10
votes

I have to port source code from to an ARM platform that runs Linux. Unfortunately I have run into unaligned memory access problems. The source uses pointer casts and access heavily.

Code like the one below has spread over the codebase like a virus. I can pinpoint the problematic locations thanks to the gcc -Wcast-align command line option but there are over a thousand instances to go through.

u = (IEC_BOOL);
(((*(IEC_LINT*)pSP).H < b.H) 
   || (((*(IEC_LINT*)pSP).H == b.H) && ((*(IEC_LINT*)pSP).L < b.L) )) ? 1 : 0);
*(IEC_DWORD OS_SPTR *)pSP = 
    (IEC_DWORD)(*(IEC_DWORD OS_SPTR *)pSP >> u);  
*(IEC_DWORD OS_SPTR *)pSP = 
    (IEC_DWORD)(*(IEC_DWORD OS_SPTR *)pSP << -u);  
u = (IEC_BYTE)((*(IEC_DINT*)pSP != b) ? 1 : 0);  
*(IEC_DWORD*)pSP = (IEC_DWORD)(*(IEC_DWORD*)pSP & w);  
(*(IEC_ULINT*)pSP).H += u.H;   
(((*(IEC_ULINT OS_SPTR *)pSP).H == b.H) 
    && ((*(IEC_ULINT OS_SPTR *)pSP).L > b.L))) ? 1 : 0);
u = (IEC_BYTE)((*(IEC_REAL*)pSP >= b) ? 1 : 0);

Using echo 2 > /proc/cpu/alignment on makes the Linux Kernel fix the problems but the performance of the application is degraded to a point that is not acceptable any more.

I searched the net for something like a __unaligned or __packed keyword for the GCC (v4.4.1) compiler but as of yet came up empty.

I thought a lot of the poblematic code lines could be fixed with a more or less complex regexp/replace but now, after doing that for a while I see, that also this approach will take enourmous amounts of tedious work.

Do you guys have any suggestion how to get this job done?
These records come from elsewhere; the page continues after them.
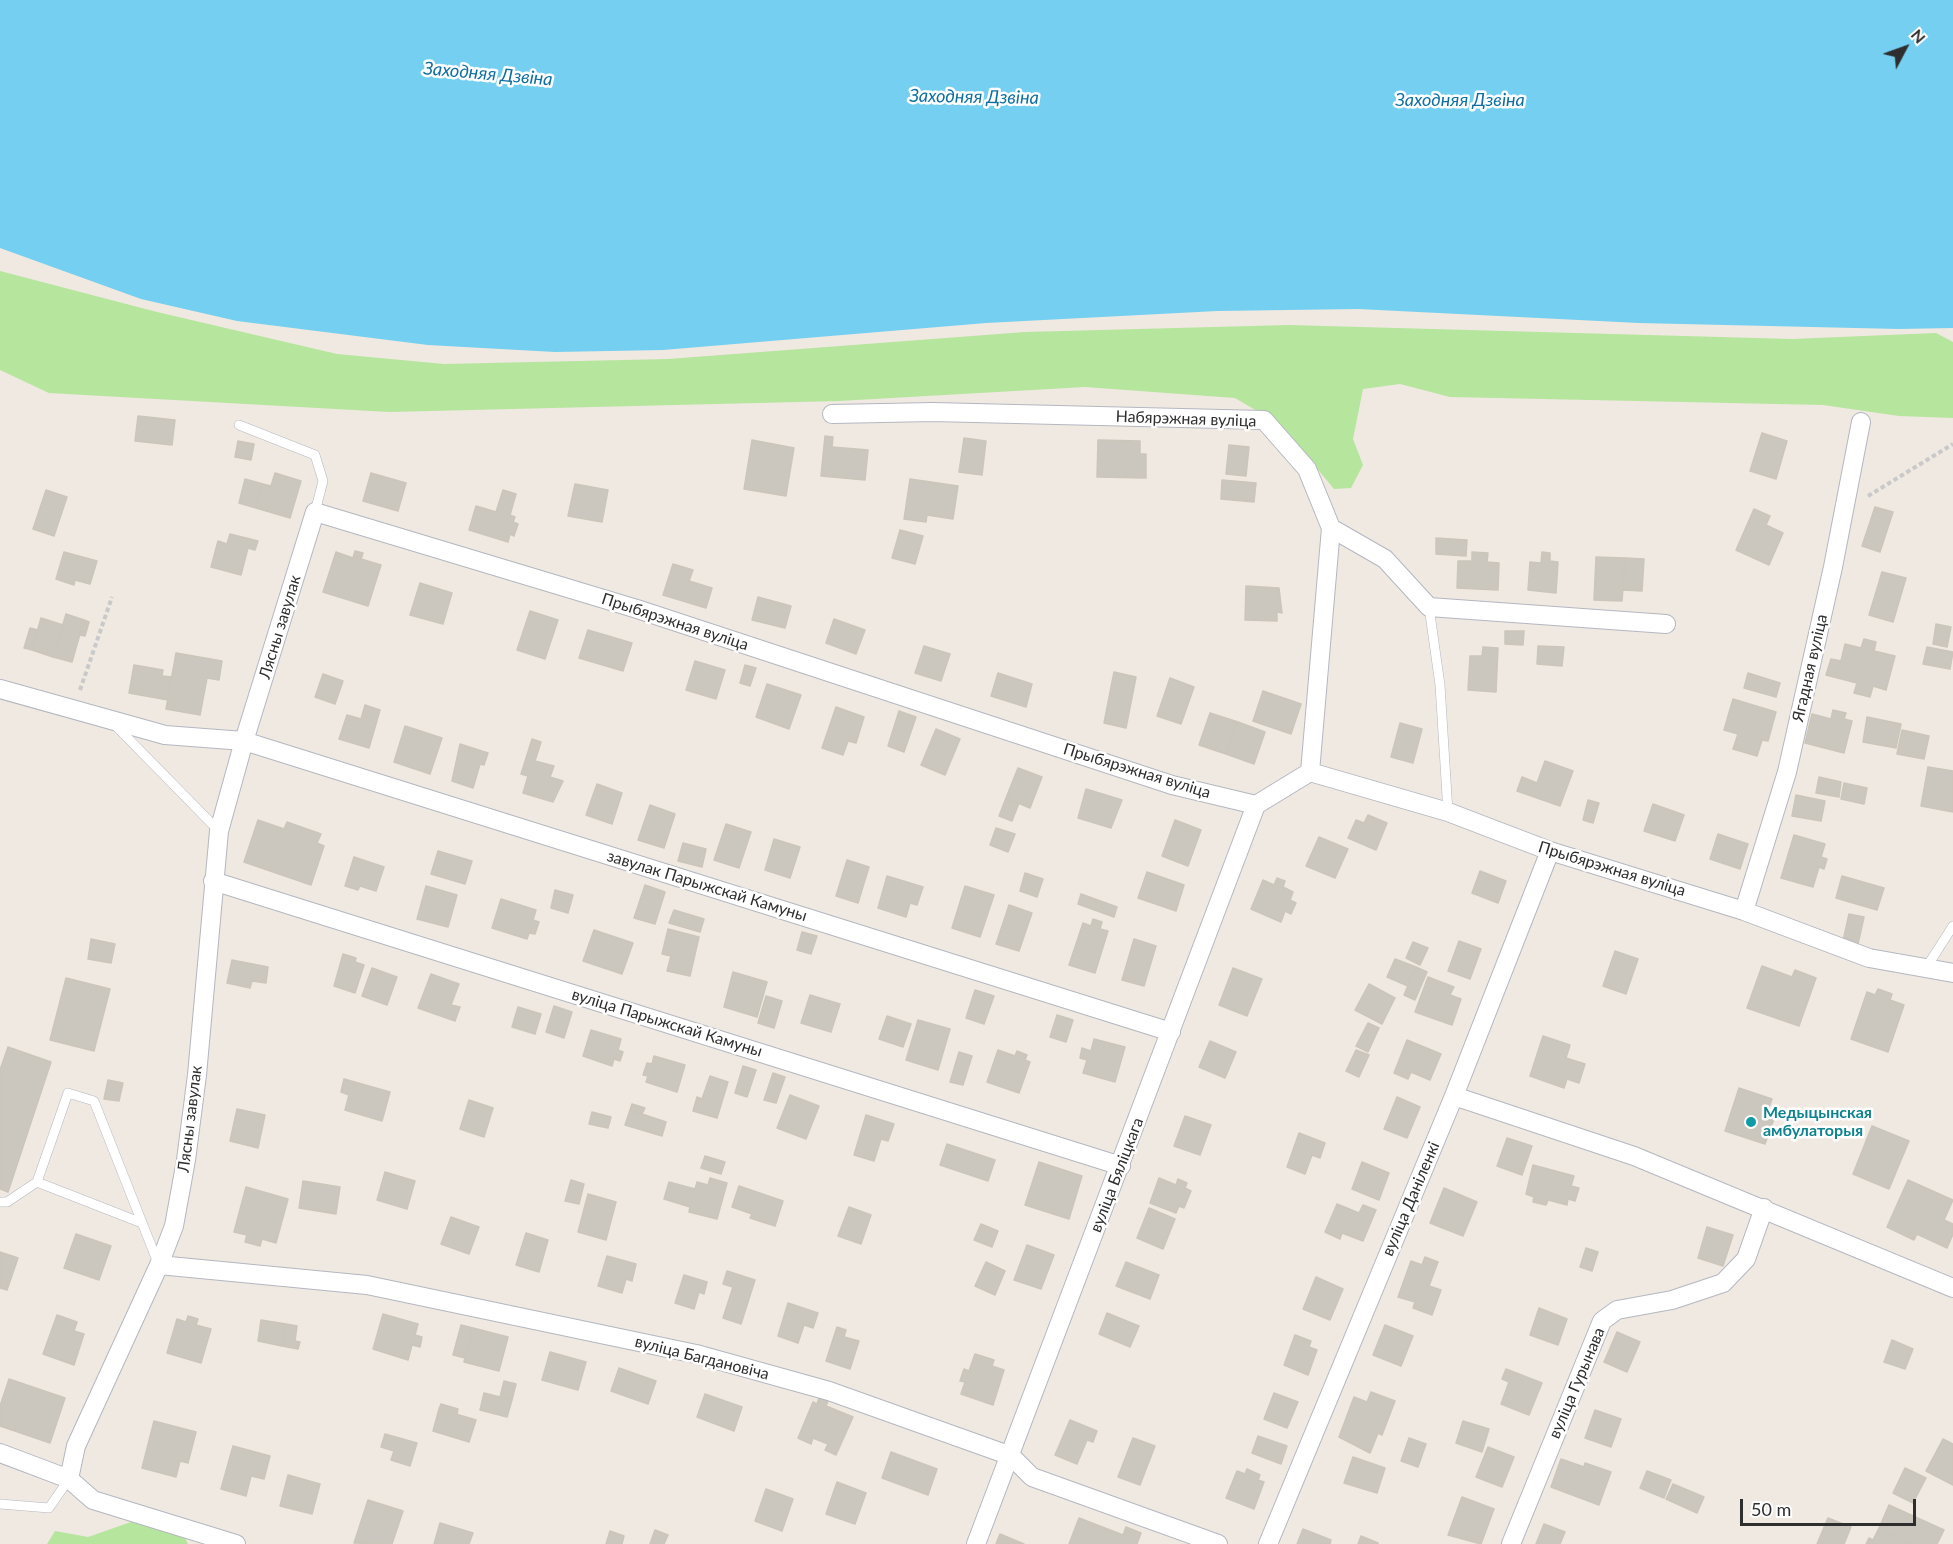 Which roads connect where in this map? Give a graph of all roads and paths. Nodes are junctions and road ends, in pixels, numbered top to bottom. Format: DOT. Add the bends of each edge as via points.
graph roads {
  1 [pos="832,414"];
  2 [pos="1861,422"];
  3 [pos="239,425"];
  4 [pos="1953,444"];
  5 [pos="1844,510"];
  6 [pos="315,512"];
  7 [pos="1331,528"];
  8 [pos="112,597"];
  9 [pos="1430,606"];
  10 [pos="1666,624"];
  11 [pos="0,689"];
  12 [pos="74,711"];
  13 [pos="110,720"];
  14 [pos="244,741"];
  15 [pos="1310,772"];
  16 [pos="1256,805"];
  17 [pos="1448,812"];
  18 [pos="219,831"];
  19 [pos="1550,851"];
  20 [pos="213,881"];
  21 [pos="1744,911"];
  22 [pos="1953,926"];
  23 [pos="1926,968"];
  24 [pos="1953,973"];
  25 [pos="1171,1032"];
  26 [pos="1454,1096"];
  27 [pos="1121,1166"];
  28 [pos="37,1182"];
  29 [pos="0,1202"];
  30 [pos="1764,1208"];
  31 [pos="142,1223"];
  32 [pos="159,1266"];
  33 [pos="1953,1288"];
  34 [pos="0,1453"];
  35 [pos="1011,1456"];
  36 [pos="69,1479"];
  37 [pos="0,1504"];
  38 [pos="236,1544"];
  39 [pos="976,1544"];
  40 [pos="1218,1544"];
  41 [pos="1268,1544"];
  42 [pos="1510,1544"];
  1 -- 7 [label="street, Набярэжная вуліца" via="933,412 1264,420 1306,469"];
  2 -- 5 [label="street, Ягадная вуліца"];
  3 -- 6 [label="lane" via="315,455 323,482"];
  4 -- 5 [label="path"];
  5 -- 21 [label="street, Ягадная вуліца" via="1788,772"];
  6 -- 14 [label="street, Лясны завулак"];
  6 -- 16 [label="street, Прыбярэжная вуліца" via="637,609 1172,785"];
  7 -- 9 [label="street" via="1385,559"];
  7 -- 15 [label="street"];
  8 -- 12 [label="path"];
  9 -- 10 [label="street"];
  9 -- 17 [label="lane" via="1440,685"];
  11 -- 12 [label="street"];
  12 -- 13 [label="street"];
  13 -- 14 [label="street" via="165,735"];
  13 -- 18 [label="lane"];
  14 -- 18 [label="street, Лясны завулак"];
  14 -- 25 [label="street, завулак Парыжскай Камуны"];
  15 -- 16 [label="street"];
  15 -- 17 [label="street, Прыбярэжная вуліца"];
  16 -- 25 [label="street, вуліца Бяліцкага"];
  17 -- 19 [label="street, Прыбярэжная вуліца"];
  18 -- 20 [label="street, Лясны завулак"];
  19 -- 21 [label="street, Прыбярэжная вуліца"];
  19 -- 26 [label="street, вуліца Даніленкі"];
  20 -- 27 [label="street, вуліца Парыжскай Камуны"];
  20 -- 32 [label="street, Лясны завулак" via="186,1161 174,1226"];
  21 -- 23 [label="street, Прыбярэжная вуліца" via="1869,958"];
  22 -- 23 [label="lane"];
  23 -- 24 [label="street, Прыбярэжная вуліца"];
  25 -- 27 [label="street, вуліца Бяліцкага"];
  26 -- 30 [label="street" via="1634,1155"];
  26 -- 41 [label="street, вуліца Даніленкі"];
  27 -- 35 [label="street, вуліца Бяліцкага"];
  28 -- 29 [label="lane" via="7,1202"];
  28 -- 31 [label="lane"];
  28 -- 31 [label="lane" via="68,1093 94,1101"];
  30 -- 33 [label="street"];
  30 -- 42 [label="street, вуліца Гурынава" via="1746,1259 1723,1283 1672,1300 1617,1310 1602,1321"];
  31 -- 32 [label="lane"];
  32 -- 35 [label="street, вуліца Багдановіча" via="367,1285 696,1354 829,1391"];
  32 -- 36 [label="street, Лясны завулак" via="76,1446"];
  34 -- 36 [label="street"];
  35 -- 39 [label="street, вуліца Бяліцкага"];
  35 -- 40 [label="street, вуліца Багдановіча" via="1032,1477"];
  36 -- 37 [label="lane" via="49,1509"];
  36 -- 38 [label="street" via="93,1500"];
}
I think a gcc 4.5 compiler plugin would be overkill but is there something better than regular expressions? what other suggestions can you come up with? Not necessarily all problem instances have to be fixed since I can still rely on the Kernel for a few rarer cases.

3
I'm tempted to joke that this should be moved to TheDailyWTF.com.Crashworks
Continuing our study of modern linguistics, here we have a sample of the dialect of C used commonly by embedded programmers. Roughly translated to English, the above text means "F*** YOU!", although no natural language can truly convey the amount of spite, defiance against all that is sacred, and general disregard for the reader's humanity conveyed herein.Dmitri

3 Answers

7
votes

There is __attribute__((__packed__)) which might help in some instances, but I really think this code should be cleaned up rather sooner than later, because it is likely that you will spend more time working around problems than it would take to fix it once and for all.

2
votes

Wow, that's an unholy mess. Fiddling with the compiler isn't going to get you anywhere. The code is illegal on ALL architectures, but just happens to work on some (e.g x86). I would fix the code itself.

Sadly there's no pretty way to do that. However, you might get a long way with a long list of search-and-replaces, then manually fix up the rest. I'd start by removing the declarations of those data types, so if you compile any code you missed, it'll error. Then, search-and-replace snippets such as "*(IEC_DWORD OS_SPTR *)pSP =" with "set_dword(pSP, ". Make an inline function "set_dword" to do the right thing. Carry on for as many easily replaced snippets as you can imagine. There will still be a large amount to fix up by hand.

The only other way I can think of doing this would be a compiler plugin, as you suggest, and make every pointer in the entire compilation unit have alignment 1. The compiler will then byte load/store everything. It'll probably end up doing that for more than just the code you intended. This probably isn't as easy to achieve as it sounds.

0
votes

We can assume that the problem originates from the fact that ARM is a 32 bit machine and the Linux box runs in 64 bit mode, alternatively, the code could assume that is is running on a 16 bit machine.

One way would be to look at the underlying structure that is accessed. The members "H" and "L" might be 32 bit types that are accessed as though they are 64 bit.

Try to modify the types of L and H to make the code behave better.

(Admittedly, this is a stab into thin air, as the code snippet doesn't reveal the details of the application, nor of the underlying structures.)